RECORDS TO USE:
──────────────────────────────
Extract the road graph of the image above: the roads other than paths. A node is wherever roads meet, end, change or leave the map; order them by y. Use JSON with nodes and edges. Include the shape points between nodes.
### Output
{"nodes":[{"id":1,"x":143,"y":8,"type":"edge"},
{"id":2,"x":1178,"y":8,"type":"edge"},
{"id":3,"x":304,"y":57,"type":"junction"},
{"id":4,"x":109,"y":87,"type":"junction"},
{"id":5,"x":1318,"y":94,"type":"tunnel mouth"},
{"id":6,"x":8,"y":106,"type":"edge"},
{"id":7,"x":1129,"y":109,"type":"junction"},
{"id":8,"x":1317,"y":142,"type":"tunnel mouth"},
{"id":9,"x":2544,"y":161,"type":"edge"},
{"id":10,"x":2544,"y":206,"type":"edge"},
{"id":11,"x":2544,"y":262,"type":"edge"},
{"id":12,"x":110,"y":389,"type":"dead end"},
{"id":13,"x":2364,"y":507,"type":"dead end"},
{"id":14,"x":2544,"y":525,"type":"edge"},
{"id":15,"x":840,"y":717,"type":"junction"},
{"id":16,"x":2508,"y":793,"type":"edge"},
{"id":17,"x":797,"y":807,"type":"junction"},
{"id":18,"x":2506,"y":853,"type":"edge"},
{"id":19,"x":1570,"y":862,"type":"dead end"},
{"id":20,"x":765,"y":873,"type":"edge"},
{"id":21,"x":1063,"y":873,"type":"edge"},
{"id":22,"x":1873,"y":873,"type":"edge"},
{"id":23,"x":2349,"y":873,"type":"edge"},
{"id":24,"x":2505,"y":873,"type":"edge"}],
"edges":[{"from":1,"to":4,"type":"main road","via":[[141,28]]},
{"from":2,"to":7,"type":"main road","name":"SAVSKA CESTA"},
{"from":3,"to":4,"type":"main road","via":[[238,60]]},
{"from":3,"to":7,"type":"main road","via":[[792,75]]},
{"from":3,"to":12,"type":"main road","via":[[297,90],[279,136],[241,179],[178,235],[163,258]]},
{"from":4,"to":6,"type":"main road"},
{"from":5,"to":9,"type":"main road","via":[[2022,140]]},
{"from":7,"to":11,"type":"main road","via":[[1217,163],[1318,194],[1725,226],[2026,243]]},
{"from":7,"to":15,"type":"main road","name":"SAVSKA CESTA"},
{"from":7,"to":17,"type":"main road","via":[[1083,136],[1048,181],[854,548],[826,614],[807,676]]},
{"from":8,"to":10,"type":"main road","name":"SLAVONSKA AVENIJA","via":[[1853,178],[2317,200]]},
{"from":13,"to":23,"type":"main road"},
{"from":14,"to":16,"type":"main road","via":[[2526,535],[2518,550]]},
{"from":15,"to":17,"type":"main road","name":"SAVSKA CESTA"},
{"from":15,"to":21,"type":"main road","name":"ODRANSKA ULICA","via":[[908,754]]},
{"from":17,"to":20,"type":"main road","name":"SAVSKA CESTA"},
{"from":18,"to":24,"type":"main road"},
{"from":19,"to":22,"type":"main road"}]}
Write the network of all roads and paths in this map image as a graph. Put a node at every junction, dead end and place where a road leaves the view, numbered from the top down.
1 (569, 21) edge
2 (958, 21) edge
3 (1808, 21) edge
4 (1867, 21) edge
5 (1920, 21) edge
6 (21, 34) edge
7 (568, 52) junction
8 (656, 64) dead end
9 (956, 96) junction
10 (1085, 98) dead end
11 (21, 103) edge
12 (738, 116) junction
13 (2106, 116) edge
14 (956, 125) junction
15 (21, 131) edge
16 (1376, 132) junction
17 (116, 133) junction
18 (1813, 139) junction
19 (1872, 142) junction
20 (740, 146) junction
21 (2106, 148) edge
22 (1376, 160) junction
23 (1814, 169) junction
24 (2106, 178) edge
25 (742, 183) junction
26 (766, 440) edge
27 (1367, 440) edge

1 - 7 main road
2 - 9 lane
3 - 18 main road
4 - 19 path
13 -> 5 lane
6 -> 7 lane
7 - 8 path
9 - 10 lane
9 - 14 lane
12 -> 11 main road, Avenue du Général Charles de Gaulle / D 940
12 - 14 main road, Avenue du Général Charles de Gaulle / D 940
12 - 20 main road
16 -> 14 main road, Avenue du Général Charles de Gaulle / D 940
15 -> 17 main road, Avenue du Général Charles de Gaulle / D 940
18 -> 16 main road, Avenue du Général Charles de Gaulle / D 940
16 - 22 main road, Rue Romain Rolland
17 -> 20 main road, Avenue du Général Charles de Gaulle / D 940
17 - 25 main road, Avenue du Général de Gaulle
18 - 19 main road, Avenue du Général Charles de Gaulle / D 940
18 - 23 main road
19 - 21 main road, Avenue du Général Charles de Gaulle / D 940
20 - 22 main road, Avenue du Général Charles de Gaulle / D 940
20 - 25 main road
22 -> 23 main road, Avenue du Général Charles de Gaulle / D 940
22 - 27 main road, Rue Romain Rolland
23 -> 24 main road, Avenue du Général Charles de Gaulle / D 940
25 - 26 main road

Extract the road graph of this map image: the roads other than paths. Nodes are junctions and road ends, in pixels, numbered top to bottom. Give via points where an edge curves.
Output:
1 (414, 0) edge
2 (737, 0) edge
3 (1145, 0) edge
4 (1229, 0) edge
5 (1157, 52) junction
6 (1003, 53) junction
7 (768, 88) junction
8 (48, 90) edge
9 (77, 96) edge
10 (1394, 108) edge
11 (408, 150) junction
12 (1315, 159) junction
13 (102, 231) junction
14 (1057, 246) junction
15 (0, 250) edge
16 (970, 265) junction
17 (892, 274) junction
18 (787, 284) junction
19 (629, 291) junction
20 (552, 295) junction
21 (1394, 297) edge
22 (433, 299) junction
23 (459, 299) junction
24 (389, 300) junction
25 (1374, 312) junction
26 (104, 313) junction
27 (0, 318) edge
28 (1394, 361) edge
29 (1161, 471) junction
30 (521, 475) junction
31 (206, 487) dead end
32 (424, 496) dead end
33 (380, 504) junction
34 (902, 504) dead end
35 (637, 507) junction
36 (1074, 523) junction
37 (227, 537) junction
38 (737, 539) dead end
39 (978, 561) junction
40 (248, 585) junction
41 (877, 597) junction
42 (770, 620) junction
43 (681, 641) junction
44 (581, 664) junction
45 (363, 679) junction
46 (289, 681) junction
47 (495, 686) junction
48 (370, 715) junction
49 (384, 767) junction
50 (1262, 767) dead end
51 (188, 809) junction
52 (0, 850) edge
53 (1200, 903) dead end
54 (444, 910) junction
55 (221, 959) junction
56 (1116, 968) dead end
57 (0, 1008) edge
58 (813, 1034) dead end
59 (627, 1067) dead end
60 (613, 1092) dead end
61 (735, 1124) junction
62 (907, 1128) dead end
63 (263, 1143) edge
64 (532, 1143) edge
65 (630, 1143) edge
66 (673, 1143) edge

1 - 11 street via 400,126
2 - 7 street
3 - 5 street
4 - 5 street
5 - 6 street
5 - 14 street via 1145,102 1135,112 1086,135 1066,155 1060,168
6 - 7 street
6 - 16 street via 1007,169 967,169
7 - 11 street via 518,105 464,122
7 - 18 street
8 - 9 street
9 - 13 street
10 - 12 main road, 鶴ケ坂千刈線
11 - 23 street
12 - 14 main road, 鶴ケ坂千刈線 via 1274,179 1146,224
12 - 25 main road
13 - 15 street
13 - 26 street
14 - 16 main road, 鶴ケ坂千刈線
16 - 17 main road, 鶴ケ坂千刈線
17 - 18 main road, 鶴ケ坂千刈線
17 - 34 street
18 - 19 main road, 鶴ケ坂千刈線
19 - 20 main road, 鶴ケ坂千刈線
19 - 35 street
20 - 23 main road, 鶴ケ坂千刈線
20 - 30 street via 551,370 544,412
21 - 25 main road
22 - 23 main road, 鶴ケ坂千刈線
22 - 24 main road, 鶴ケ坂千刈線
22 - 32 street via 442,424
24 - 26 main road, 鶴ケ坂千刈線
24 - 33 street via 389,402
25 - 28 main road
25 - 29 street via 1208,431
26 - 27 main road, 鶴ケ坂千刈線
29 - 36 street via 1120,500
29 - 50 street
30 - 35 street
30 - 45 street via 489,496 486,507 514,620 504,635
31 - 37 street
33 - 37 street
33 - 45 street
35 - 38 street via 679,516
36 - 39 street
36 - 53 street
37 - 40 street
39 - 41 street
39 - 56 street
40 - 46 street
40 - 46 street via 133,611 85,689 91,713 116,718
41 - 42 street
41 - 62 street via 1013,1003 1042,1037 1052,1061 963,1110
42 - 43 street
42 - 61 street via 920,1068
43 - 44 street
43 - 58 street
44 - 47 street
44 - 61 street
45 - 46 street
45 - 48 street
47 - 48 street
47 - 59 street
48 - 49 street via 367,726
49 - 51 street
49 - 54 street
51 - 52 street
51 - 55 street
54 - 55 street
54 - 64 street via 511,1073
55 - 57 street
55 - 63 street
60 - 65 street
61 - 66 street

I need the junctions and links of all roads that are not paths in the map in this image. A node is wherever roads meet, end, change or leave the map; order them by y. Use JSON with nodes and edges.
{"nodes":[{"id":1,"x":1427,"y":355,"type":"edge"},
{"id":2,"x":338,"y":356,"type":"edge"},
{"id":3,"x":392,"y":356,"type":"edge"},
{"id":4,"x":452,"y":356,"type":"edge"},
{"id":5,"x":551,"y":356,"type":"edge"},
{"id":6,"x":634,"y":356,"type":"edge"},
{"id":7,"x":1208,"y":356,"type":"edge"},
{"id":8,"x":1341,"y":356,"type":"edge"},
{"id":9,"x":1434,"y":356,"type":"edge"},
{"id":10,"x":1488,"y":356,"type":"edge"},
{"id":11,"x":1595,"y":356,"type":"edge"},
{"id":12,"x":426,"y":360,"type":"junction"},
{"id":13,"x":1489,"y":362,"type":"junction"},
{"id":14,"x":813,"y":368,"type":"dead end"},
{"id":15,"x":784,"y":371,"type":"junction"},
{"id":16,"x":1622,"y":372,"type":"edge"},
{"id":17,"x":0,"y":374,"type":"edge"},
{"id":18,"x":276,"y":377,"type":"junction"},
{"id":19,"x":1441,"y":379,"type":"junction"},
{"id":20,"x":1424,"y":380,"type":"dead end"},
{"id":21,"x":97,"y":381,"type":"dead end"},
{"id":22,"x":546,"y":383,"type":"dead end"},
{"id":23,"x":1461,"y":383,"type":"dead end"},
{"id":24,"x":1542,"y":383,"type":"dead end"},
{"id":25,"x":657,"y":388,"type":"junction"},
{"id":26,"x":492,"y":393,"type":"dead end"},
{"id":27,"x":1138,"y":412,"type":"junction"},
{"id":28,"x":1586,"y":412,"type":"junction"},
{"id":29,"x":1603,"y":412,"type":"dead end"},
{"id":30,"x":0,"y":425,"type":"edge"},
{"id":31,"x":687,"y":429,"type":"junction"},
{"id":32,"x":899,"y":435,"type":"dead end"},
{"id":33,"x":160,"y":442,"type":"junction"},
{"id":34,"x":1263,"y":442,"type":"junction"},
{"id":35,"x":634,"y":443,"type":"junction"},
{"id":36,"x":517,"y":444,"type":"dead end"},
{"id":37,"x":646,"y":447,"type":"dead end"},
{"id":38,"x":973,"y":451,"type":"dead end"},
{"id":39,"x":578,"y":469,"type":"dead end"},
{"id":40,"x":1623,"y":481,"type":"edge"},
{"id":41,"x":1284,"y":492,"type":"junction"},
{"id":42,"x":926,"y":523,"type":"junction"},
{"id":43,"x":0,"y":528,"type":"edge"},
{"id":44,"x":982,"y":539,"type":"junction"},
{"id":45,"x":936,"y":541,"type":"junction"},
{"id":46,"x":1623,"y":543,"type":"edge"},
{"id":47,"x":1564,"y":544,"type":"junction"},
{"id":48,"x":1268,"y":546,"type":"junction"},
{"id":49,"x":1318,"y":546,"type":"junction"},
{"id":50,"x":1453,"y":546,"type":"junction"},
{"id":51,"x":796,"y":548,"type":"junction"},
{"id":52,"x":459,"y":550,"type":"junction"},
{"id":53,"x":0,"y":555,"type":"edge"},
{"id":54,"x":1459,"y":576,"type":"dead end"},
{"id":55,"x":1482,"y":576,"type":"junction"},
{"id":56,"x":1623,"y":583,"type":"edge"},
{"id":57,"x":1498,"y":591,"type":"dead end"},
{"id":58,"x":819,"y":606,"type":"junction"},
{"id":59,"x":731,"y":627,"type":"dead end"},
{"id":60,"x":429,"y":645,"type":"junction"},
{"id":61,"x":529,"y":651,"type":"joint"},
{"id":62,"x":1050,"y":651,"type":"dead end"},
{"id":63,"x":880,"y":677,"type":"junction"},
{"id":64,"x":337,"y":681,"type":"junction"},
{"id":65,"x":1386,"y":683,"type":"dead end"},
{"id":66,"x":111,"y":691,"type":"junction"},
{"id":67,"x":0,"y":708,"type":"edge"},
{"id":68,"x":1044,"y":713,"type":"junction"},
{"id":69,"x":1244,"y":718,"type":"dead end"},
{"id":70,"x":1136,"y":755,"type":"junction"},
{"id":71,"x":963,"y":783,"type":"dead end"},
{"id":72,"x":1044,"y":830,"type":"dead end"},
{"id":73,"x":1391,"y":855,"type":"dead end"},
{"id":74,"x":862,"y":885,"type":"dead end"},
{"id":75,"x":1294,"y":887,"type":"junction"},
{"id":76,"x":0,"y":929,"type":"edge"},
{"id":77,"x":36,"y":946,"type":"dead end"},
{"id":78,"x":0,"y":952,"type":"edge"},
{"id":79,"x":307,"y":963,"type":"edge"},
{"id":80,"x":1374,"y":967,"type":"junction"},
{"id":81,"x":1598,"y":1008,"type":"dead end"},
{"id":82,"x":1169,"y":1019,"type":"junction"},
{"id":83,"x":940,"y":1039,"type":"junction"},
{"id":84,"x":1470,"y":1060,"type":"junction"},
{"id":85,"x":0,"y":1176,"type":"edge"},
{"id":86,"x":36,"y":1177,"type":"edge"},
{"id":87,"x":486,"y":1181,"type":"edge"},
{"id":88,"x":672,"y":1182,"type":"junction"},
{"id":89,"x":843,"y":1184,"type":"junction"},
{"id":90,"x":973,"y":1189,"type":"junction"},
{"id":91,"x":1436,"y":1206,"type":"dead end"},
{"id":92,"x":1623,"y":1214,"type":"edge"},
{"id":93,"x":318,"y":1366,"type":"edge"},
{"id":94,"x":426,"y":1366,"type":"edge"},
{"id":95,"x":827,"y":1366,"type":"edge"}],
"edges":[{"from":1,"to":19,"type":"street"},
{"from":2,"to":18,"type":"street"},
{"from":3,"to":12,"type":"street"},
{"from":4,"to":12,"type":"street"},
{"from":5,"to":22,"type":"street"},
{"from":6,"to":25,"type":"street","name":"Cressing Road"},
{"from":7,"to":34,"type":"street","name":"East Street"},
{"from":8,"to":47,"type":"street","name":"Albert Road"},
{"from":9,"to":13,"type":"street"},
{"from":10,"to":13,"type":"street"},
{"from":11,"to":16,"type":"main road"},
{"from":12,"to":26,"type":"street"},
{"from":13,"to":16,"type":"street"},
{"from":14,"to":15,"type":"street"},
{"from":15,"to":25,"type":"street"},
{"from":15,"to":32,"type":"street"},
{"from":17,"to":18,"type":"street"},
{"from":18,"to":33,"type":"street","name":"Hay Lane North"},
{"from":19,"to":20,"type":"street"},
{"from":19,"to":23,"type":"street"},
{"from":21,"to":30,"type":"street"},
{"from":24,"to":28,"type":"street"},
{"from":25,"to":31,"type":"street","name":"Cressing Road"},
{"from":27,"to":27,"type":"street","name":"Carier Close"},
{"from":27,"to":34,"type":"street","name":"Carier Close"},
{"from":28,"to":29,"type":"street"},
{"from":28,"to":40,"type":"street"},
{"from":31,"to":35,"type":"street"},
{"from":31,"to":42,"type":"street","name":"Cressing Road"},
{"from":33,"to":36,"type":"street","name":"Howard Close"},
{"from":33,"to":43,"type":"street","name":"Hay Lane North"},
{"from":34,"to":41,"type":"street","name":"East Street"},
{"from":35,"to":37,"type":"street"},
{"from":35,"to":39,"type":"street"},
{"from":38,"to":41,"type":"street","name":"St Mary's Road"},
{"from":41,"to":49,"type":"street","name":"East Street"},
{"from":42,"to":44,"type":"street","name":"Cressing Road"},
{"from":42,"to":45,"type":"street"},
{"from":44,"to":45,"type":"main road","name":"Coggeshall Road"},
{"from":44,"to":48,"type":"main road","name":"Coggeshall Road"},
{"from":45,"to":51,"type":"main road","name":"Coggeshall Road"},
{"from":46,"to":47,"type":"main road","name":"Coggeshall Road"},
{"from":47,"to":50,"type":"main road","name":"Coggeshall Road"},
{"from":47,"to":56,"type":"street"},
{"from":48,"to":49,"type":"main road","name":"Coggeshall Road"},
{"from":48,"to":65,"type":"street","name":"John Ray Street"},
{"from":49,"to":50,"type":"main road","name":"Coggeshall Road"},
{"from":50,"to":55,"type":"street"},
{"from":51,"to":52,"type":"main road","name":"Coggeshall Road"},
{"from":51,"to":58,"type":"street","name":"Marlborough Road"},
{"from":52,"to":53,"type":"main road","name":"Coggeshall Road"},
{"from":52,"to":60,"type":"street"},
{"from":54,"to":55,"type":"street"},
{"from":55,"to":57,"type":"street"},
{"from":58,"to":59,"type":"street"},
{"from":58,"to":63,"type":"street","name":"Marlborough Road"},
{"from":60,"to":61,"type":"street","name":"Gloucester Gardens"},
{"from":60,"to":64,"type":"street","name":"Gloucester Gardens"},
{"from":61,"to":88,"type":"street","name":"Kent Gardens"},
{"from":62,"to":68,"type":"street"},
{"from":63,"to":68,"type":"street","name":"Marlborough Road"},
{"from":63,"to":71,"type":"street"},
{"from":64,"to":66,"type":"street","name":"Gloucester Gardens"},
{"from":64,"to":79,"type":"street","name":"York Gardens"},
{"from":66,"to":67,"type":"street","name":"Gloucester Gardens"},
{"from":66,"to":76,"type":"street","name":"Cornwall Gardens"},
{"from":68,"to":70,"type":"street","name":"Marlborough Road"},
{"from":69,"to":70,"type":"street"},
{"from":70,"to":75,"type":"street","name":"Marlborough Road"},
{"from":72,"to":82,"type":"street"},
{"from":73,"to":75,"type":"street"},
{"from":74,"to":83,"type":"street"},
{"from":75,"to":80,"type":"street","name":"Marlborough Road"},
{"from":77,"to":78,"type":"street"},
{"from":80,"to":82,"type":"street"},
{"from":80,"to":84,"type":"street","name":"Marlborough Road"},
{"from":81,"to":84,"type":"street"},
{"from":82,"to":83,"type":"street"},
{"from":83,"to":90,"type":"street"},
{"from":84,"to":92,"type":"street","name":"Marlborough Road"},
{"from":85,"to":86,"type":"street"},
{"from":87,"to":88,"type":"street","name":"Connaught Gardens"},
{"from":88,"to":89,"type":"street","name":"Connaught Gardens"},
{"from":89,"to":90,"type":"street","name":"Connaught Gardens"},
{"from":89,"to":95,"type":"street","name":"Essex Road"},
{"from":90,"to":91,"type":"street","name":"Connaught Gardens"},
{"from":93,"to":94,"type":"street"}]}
──────────────────────────────
AIM OF THE EXERCISE: Filter the entries and keep only the lines holding "Close".

RESPONSE:
{"from":27,"to":27,"type":"street","name":"Carier Close"},
{"from":27,"to":34,"type":"street","name":"Carier Close"},
{"from":33,"to":36,"type":"street","name":"Howard Close"},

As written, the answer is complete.